Andy Serkis as Ulysses Klaue in Avengers: Age of Ultron.

Ulysses Klaue appears in media set in the Marvel Cinematic Universe (MCU), portrayed by Andy Serkis. This version is an Afrikaner arms dealer and an old acquaintance of Tony Stark who was literally branded a thief after stealing Vibranium from Wakanda. Klaue first appears in the live-action film Avengers: Age of Ultron (2015), and makes a subsequent appearance in the live-action film Black Panther (2018). Additionally, Serkis voices an alternate timeline variant of Klaue in the Disney+ animated series What If...? episode "What If... Killmonger Rescued Tony Stark?".

===Video games===
- Klaw appears as a boss in Captain America and the Avengers.
- The comics and MCU incarnations of Klaw appear as playable characters in Lego Marvel's Avengers, voiced again by Matt Lanter.
- Klaw appears as a boss and playable character in Lego Marvel Super Heroes 2. Additionally, his MCU counterpart appears as a playable character via the Black Panther DLC.
- Klaw appears as a playable character in Marvel: Future Fight.
- Klaw appears as a boss in Marvel Ultimate Alliance 3: The Black Order, voiced again by David Shaughnessy.

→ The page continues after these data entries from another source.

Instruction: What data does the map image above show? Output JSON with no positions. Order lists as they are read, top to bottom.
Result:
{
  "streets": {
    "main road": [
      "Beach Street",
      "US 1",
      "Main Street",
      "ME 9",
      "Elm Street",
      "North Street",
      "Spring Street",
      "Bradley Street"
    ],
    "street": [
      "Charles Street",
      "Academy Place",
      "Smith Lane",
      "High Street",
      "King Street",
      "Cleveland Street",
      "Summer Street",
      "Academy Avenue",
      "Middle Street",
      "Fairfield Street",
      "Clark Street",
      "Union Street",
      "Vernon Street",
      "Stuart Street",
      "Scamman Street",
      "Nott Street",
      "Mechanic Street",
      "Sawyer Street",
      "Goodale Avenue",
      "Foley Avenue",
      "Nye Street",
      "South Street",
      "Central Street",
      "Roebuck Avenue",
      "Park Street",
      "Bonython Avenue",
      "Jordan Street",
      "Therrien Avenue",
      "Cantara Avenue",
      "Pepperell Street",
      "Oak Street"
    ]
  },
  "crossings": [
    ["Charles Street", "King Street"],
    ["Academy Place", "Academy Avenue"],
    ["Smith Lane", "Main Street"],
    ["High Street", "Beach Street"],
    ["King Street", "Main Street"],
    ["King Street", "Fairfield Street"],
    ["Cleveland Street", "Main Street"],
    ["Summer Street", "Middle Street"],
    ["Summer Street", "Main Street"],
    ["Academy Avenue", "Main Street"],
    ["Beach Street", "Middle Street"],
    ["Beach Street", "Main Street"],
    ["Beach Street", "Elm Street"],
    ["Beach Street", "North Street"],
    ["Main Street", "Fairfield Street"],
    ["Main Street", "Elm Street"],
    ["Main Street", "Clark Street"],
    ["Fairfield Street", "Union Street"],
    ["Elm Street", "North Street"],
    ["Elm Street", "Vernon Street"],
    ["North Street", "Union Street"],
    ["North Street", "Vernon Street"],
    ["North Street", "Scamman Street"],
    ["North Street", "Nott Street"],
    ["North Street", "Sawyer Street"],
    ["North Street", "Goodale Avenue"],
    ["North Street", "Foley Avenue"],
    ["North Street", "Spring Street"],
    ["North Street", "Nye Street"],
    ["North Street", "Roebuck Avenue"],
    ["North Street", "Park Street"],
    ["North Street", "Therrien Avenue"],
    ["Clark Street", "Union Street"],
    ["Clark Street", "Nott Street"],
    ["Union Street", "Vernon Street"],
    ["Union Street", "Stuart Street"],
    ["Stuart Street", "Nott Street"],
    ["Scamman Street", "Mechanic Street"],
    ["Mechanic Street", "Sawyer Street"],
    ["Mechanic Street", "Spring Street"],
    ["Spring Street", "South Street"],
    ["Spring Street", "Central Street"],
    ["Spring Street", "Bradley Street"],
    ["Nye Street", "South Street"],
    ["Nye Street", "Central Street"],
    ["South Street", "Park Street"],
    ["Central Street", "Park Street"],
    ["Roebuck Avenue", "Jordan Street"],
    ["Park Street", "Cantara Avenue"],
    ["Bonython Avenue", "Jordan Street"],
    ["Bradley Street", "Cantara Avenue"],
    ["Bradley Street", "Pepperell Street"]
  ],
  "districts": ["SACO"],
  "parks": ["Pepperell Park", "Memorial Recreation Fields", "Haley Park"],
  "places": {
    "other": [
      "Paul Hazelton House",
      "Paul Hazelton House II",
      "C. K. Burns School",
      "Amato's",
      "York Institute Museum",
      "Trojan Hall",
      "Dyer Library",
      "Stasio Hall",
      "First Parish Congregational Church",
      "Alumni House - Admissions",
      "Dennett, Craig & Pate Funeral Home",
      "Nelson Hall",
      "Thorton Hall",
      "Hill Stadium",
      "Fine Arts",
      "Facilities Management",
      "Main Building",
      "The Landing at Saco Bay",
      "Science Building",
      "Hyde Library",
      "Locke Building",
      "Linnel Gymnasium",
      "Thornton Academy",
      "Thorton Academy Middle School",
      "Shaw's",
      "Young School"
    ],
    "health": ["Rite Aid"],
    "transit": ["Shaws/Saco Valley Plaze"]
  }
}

- Klaw appears as the final boss of Marvel's Avengers "War for Wakanda" DLC, voiced by Steve Blum. He and Crossbones are hired by Monica Rappaccini of A.I.M. to steal Vibranium from Wakanda, only for encounter of Black Panther and the Avengers. In the ensuing fight, Klaw is exposed to raw sonic energy-infused Vibranium and transforms into a being of pure sound, but eventually dies as a result of the mutation.
- Klaw appears in Marvel Cosmic Invasion, voiced by Jacob Dudman.